Diabetic Skin Infection
Diabetes is a growing global health issue,
especially with the growing problem of obesity.
It is estimated that there are over 415 million people living with diabetes currently and will grow to over 642 million by the year 2040. The growth is especially prominent in emerging countries such as China and India. Patients with diabetes often have significant co-morbid conditions that impact multiple organs with the most prominent being the kidneys, the eyes, the heart, and high rates of skin infection. Skin infection such as diabetic foot ulcer is a huge problem for patients with diabetes. Approximately 15% of patients with diabetes develops diabetic foot ulcer and around 6% of those patients will develop complications that will require hospitalization. The most dreaded complication with diabetic skin infection is often the need for amputations and approximately 80% of amputations in a diabetic patient start with a skin infection.

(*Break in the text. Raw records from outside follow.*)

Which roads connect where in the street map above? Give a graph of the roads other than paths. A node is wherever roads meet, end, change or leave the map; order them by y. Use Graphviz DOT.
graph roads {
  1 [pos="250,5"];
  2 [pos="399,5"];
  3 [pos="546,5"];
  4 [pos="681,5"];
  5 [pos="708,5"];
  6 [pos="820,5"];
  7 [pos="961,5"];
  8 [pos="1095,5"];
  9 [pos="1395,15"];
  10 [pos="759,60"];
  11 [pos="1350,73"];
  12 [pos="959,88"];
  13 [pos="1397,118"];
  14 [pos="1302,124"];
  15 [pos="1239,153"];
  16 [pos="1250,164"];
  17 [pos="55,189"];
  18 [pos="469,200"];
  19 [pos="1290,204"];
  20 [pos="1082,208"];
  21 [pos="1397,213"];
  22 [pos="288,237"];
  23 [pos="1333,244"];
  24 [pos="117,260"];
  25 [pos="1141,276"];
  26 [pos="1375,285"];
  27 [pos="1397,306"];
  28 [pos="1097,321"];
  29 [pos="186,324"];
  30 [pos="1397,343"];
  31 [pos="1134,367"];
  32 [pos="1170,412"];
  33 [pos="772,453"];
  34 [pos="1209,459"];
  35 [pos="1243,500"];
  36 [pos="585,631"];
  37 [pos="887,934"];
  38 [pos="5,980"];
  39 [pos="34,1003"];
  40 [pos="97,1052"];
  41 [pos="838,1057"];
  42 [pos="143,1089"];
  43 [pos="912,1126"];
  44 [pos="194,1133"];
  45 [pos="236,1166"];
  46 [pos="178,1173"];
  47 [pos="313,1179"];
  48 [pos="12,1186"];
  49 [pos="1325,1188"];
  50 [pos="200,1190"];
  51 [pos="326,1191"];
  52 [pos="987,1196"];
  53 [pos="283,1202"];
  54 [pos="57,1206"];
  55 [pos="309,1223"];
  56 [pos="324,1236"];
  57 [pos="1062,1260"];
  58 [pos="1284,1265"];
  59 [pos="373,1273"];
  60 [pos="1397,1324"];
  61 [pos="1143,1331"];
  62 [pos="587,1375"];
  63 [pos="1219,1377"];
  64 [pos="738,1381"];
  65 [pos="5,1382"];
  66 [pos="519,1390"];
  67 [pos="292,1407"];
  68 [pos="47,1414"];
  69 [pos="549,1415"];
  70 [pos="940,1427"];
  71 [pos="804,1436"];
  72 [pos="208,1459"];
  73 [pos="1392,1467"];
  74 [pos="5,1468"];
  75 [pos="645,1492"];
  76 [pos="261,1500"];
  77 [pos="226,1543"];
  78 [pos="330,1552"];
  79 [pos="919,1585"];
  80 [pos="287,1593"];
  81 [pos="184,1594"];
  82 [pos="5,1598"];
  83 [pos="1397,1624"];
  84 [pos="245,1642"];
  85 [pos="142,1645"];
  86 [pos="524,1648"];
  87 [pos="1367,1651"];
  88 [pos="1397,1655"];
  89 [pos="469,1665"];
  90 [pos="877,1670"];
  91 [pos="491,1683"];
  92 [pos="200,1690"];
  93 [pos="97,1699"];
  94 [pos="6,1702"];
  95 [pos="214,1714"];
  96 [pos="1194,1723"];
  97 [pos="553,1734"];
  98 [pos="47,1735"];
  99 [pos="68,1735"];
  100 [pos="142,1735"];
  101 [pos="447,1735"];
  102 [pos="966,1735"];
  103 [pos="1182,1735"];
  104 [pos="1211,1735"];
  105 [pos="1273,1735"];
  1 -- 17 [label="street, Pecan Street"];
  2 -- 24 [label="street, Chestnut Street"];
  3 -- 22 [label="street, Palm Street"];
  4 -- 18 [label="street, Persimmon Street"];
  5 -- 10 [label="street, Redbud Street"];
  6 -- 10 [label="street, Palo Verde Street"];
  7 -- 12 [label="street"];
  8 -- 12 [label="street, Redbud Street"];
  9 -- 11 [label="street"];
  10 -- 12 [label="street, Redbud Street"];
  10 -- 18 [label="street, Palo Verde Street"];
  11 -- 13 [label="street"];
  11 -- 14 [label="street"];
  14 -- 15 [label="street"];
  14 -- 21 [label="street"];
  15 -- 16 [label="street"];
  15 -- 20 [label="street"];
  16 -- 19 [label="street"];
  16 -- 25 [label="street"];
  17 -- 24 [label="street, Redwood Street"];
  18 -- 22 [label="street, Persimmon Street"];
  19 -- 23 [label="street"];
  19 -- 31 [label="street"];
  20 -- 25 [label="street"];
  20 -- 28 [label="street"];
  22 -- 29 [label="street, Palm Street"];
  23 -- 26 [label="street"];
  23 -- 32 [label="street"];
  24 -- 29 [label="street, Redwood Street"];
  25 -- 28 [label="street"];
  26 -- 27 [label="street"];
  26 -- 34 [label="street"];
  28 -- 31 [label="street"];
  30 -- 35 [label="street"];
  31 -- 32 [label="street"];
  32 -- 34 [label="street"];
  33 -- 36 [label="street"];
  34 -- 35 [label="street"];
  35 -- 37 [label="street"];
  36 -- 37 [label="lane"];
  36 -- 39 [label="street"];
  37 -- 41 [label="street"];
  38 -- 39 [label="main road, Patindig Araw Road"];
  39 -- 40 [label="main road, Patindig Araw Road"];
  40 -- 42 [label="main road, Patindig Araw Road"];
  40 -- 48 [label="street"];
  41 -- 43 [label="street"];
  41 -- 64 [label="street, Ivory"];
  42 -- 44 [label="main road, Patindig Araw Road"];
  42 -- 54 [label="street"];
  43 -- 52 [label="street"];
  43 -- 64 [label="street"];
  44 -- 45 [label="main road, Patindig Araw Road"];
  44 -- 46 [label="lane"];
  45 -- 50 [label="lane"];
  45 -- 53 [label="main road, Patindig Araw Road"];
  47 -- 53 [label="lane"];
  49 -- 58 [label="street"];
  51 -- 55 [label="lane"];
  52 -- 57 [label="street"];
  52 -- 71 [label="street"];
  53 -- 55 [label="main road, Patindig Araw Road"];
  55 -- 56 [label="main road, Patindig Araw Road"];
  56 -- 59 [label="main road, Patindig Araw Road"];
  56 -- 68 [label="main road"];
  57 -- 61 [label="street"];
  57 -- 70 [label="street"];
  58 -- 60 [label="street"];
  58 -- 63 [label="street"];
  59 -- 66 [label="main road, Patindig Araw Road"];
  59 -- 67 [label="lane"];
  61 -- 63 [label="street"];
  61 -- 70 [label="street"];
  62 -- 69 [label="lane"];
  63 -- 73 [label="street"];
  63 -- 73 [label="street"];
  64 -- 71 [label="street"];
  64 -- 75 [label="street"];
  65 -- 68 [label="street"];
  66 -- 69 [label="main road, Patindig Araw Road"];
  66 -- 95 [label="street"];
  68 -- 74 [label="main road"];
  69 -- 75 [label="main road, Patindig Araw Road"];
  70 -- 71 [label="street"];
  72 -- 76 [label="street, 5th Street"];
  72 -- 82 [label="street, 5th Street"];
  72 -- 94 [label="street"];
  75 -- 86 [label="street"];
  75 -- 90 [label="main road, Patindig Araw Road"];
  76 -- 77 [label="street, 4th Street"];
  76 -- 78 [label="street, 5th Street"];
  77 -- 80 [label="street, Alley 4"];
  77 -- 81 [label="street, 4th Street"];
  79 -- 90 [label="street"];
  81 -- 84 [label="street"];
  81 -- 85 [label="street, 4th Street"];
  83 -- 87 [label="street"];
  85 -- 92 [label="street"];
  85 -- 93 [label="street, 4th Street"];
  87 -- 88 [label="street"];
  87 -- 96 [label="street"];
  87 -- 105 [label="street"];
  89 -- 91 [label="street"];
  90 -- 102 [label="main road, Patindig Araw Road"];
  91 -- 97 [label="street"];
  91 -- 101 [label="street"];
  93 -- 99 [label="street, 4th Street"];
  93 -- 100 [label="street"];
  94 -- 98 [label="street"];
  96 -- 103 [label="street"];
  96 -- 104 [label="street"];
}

Outside of being a significant medical complication for the patients, diabetic skin infection is also a significant burden to the health care economy. It is estimated that on average, the annual incremental cost of treating a diabetic patient with a skin infection such as diabetic foot ulcer is around $11,000 – $17,000 per patient, which leads to as high as $13 billion total cost annually. The mainstay of care currently is mainly focused around wound care and antibiotics as needed if there is evidence of infection. The infection associated with a diabetic skin infection is mostly multi-microbial but dominated by gram-positive organisms such as Staphylococcus aureus and the gram-negative bacteria Pseudomonas aeruginosa. A topical treatment leveraging the nanosponge technology to neutralize toxins associated with these bacterial infections and thus to shorten the wound healing time may be attractive to improve clinical outcomes and decrease the overall health care financial burden.